_PROBLEM TO SOLVE_:
Search the entries for the word "meet". Copy every line that holds it.

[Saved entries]
········
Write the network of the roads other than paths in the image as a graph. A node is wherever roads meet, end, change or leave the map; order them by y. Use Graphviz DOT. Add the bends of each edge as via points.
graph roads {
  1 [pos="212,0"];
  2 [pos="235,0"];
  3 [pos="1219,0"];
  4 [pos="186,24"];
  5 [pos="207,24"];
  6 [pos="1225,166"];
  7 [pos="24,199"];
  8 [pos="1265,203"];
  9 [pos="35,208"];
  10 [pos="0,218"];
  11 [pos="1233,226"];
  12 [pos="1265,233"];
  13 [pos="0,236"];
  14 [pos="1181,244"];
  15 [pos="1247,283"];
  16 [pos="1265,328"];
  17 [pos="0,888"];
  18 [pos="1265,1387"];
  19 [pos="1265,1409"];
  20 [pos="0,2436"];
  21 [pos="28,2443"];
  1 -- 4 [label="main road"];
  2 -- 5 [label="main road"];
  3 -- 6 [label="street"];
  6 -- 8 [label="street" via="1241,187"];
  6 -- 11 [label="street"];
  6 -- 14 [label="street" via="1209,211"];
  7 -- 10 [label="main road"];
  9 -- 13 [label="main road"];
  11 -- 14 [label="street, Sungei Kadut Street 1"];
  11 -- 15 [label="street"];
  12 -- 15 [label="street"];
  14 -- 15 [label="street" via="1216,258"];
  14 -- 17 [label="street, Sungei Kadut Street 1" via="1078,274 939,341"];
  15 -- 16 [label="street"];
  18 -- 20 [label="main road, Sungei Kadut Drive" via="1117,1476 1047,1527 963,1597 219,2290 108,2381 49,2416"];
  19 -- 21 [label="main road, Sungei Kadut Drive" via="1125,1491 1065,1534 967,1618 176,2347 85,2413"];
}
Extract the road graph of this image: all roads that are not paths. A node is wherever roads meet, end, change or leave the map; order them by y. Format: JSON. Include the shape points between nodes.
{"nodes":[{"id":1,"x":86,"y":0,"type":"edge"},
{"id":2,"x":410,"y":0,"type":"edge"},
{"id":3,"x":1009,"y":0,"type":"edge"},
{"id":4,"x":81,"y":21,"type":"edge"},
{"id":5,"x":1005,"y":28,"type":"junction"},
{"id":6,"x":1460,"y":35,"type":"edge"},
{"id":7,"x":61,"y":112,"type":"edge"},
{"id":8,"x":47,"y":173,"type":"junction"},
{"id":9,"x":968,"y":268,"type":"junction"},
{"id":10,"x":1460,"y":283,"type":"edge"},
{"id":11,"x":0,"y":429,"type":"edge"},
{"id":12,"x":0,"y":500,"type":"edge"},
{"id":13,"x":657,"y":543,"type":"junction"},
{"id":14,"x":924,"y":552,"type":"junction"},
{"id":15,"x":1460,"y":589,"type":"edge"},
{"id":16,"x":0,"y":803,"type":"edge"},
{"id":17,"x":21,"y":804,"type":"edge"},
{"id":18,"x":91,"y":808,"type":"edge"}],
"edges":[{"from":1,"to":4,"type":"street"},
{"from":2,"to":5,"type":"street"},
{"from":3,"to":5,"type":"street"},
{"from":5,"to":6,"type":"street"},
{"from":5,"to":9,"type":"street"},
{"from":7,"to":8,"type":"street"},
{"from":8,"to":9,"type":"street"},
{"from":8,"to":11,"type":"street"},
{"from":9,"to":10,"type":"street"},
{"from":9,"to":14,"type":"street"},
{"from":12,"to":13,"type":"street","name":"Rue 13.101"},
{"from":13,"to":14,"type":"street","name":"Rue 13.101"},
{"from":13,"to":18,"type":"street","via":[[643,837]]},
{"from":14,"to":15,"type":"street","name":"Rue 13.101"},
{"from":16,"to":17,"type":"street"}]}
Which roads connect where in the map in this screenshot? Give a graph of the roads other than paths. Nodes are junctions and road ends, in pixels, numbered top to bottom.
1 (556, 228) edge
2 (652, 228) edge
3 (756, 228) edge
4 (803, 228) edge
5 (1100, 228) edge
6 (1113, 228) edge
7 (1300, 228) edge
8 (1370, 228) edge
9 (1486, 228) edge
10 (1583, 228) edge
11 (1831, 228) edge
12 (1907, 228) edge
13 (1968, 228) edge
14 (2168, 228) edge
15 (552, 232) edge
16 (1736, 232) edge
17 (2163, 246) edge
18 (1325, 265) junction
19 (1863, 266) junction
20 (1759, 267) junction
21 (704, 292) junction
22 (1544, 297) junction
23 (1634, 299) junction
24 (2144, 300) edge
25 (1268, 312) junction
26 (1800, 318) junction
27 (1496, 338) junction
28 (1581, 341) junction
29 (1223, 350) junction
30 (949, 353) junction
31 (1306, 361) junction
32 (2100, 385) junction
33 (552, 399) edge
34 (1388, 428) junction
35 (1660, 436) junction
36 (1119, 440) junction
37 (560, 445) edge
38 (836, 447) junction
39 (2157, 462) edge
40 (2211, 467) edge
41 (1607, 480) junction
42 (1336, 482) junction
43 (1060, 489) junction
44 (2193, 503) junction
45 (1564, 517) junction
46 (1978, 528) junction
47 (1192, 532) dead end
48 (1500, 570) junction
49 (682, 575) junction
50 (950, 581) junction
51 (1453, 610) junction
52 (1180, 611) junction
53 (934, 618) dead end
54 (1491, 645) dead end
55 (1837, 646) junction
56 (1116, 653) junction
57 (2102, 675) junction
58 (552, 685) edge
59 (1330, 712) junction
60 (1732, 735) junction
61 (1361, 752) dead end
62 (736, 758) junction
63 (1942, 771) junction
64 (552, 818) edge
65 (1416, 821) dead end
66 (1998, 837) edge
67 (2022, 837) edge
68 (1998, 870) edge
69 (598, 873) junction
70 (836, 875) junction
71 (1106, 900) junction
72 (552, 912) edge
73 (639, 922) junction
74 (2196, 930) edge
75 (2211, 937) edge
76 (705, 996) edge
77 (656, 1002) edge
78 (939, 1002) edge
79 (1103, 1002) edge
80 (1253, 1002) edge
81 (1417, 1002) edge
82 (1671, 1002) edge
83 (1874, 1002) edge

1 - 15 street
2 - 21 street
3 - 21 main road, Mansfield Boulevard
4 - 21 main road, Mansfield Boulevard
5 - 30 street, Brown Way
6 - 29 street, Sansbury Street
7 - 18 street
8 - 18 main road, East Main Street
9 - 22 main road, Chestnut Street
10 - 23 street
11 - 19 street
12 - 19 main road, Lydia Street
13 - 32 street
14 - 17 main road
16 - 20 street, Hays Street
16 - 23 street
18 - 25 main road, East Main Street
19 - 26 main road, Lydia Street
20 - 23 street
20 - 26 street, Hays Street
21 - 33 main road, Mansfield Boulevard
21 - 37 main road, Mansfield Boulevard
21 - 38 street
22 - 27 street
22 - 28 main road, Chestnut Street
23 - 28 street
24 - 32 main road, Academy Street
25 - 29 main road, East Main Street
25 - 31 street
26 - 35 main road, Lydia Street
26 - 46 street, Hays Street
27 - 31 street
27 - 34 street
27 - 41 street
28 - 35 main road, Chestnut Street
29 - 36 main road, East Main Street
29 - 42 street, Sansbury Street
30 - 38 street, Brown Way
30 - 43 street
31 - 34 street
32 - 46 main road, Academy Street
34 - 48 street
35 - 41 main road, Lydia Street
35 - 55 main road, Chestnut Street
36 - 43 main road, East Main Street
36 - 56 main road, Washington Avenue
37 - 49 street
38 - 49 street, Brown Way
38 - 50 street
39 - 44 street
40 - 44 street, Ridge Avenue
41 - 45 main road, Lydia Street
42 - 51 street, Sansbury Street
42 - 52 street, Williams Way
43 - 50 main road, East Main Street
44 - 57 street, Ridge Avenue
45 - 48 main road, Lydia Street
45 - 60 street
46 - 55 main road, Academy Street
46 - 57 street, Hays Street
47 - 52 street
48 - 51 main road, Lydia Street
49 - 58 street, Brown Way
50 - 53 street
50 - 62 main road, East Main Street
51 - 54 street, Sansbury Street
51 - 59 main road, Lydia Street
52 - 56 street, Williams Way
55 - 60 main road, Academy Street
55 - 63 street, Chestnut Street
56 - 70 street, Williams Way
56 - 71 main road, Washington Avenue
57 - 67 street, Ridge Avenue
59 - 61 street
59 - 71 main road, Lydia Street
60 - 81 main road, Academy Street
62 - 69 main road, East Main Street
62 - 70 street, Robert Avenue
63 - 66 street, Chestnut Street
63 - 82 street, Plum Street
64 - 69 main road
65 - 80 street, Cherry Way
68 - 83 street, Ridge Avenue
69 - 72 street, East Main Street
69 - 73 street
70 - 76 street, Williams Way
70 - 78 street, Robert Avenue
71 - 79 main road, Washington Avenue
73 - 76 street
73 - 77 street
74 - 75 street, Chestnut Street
········
_REPLY TO THE TASK_:
Write the network of the roads other than paths in the image as a graph. A node is wherever roads meet, end, change or leave the map; order them by y. Use Graphviz DOT. Add the bends of each edge as via points.
Extract the road graph of this image: all roads that are not paths. A node is wherever roads meet, end, change or leave the map; order them by y. Format: JSON. Include the shape points between nodes.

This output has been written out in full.